(Stored items)

****************

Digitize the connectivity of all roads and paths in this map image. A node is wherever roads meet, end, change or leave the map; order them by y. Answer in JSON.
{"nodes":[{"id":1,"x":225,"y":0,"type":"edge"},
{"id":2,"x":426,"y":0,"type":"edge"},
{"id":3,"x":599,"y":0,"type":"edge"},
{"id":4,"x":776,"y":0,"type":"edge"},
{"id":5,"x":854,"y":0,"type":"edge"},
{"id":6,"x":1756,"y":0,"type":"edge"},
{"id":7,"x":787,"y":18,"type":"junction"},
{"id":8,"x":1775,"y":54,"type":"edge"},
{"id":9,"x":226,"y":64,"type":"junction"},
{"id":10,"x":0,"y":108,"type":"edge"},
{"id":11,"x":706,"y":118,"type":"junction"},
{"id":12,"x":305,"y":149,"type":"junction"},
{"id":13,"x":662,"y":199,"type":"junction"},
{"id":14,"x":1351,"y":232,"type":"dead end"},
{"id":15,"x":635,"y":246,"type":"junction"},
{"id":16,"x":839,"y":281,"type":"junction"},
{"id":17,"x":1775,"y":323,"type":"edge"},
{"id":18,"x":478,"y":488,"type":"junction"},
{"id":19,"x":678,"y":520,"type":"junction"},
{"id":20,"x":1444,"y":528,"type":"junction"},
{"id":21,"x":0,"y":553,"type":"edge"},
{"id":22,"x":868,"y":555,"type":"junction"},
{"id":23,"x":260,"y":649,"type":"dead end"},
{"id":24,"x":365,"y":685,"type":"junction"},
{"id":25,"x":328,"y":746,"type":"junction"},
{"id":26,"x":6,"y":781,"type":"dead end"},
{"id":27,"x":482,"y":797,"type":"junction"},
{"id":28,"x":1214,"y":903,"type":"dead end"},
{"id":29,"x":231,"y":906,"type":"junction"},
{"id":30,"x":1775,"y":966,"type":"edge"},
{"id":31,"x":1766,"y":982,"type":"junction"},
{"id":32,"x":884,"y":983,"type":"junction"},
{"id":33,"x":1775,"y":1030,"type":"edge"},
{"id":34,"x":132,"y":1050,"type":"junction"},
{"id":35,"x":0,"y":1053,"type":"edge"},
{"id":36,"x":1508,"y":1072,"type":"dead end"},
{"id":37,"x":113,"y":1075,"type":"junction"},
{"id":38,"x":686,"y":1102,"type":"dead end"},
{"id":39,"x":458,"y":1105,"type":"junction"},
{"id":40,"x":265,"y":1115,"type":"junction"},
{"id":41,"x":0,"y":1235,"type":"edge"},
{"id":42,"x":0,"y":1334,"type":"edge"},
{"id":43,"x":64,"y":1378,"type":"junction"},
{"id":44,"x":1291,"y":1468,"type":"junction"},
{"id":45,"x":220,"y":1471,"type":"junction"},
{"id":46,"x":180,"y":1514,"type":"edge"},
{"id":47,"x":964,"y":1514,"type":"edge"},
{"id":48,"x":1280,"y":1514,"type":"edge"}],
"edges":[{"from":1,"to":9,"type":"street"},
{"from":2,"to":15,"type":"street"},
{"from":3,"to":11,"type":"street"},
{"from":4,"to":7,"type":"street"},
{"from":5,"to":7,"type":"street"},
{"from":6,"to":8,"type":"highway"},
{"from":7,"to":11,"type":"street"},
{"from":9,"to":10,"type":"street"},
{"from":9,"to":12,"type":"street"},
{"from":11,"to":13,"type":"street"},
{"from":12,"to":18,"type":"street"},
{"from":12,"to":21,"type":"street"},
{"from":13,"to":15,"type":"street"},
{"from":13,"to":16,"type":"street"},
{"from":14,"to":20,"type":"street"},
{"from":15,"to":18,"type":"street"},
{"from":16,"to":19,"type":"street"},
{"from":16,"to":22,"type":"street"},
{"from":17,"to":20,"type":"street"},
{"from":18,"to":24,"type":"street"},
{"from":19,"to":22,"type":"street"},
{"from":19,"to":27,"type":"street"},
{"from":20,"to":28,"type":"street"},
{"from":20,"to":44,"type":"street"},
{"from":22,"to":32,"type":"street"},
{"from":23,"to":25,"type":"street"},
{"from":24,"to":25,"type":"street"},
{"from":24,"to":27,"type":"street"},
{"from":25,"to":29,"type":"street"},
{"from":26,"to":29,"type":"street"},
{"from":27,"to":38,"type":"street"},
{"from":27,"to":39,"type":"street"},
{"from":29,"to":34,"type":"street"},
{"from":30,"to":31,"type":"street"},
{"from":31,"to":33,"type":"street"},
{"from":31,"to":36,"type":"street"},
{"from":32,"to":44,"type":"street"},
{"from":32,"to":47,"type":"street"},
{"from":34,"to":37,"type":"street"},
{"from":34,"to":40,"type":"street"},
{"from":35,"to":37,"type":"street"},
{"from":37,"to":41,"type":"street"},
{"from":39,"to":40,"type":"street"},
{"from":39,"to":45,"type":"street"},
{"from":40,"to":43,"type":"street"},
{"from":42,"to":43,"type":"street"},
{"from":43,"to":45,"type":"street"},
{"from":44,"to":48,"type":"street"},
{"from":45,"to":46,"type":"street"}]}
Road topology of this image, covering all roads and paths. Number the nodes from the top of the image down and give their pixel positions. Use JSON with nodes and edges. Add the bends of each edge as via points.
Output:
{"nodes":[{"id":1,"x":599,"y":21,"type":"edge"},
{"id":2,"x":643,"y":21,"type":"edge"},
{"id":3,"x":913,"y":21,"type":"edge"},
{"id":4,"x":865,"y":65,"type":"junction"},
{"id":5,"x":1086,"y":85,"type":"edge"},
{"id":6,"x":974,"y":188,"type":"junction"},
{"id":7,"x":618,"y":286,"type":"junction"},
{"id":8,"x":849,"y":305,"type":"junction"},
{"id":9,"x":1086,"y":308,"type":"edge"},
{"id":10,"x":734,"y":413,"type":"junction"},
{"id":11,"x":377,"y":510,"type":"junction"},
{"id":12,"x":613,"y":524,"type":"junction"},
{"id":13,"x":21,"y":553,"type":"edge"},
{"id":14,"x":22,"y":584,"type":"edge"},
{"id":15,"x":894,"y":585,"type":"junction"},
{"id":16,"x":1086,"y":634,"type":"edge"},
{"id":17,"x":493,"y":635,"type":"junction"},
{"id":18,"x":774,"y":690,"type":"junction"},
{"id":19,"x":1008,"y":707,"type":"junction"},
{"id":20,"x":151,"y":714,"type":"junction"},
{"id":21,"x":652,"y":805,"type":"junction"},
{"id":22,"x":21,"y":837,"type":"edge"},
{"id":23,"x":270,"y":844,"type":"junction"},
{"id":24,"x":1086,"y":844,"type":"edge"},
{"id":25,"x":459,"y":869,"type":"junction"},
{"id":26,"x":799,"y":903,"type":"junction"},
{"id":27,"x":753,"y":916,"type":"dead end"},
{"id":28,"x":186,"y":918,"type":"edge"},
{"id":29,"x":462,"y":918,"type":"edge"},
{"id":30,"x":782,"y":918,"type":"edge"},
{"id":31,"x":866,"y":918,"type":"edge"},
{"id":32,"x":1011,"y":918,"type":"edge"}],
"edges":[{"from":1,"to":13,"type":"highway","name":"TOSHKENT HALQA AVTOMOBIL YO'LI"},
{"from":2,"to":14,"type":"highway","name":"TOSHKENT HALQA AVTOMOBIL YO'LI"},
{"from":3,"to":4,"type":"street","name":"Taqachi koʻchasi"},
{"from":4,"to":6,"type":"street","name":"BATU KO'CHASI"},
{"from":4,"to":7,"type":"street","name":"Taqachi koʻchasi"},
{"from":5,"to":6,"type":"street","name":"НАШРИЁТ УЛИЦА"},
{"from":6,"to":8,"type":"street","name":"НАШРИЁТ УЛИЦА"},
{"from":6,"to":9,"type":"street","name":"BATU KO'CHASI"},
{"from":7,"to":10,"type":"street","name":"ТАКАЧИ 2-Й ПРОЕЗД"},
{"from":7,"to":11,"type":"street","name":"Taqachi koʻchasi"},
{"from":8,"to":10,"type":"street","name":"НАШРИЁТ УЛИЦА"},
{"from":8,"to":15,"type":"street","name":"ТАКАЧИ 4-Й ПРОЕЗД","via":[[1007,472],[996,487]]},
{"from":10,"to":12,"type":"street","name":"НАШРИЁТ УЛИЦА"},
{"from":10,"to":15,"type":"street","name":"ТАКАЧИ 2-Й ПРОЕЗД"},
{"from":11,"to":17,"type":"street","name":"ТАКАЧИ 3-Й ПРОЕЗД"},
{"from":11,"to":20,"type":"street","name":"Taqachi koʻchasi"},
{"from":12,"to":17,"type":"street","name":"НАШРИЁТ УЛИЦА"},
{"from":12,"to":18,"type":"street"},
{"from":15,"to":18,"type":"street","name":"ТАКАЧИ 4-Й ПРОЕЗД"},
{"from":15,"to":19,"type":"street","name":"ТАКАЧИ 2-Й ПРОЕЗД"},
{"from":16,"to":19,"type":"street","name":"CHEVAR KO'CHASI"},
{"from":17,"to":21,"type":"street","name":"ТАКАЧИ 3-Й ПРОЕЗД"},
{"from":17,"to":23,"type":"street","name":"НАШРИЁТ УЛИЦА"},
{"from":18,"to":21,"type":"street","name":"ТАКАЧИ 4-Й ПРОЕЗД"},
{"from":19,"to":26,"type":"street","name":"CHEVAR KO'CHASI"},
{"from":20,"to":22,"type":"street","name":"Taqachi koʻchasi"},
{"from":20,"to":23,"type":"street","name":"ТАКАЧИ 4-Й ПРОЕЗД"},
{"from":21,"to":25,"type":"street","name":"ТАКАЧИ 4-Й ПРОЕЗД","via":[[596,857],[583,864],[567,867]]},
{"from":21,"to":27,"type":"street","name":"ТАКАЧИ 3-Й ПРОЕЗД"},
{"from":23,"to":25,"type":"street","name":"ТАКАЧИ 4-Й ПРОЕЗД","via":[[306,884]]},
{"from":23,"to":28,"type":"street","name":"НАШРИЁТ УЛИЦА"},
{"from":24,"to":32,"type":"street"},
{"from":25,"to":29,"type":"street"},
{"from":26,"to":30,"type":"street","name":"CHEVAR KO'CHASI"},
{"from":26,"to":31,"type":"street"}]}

****************

* Task requirements
In the entries above, some lines hold the string "TOSHKENT". Copy each of them.

* Solution for this problem
"edges":[{"from":1,"to":13,"type":"highway","name":"TOSHKENT HALQA AVTOMOBIL YO'LI"},
{"from":2,"to":14,"type":"highway","name":"TOSHKENT HALQA AVTOMOBIL YO'LI"},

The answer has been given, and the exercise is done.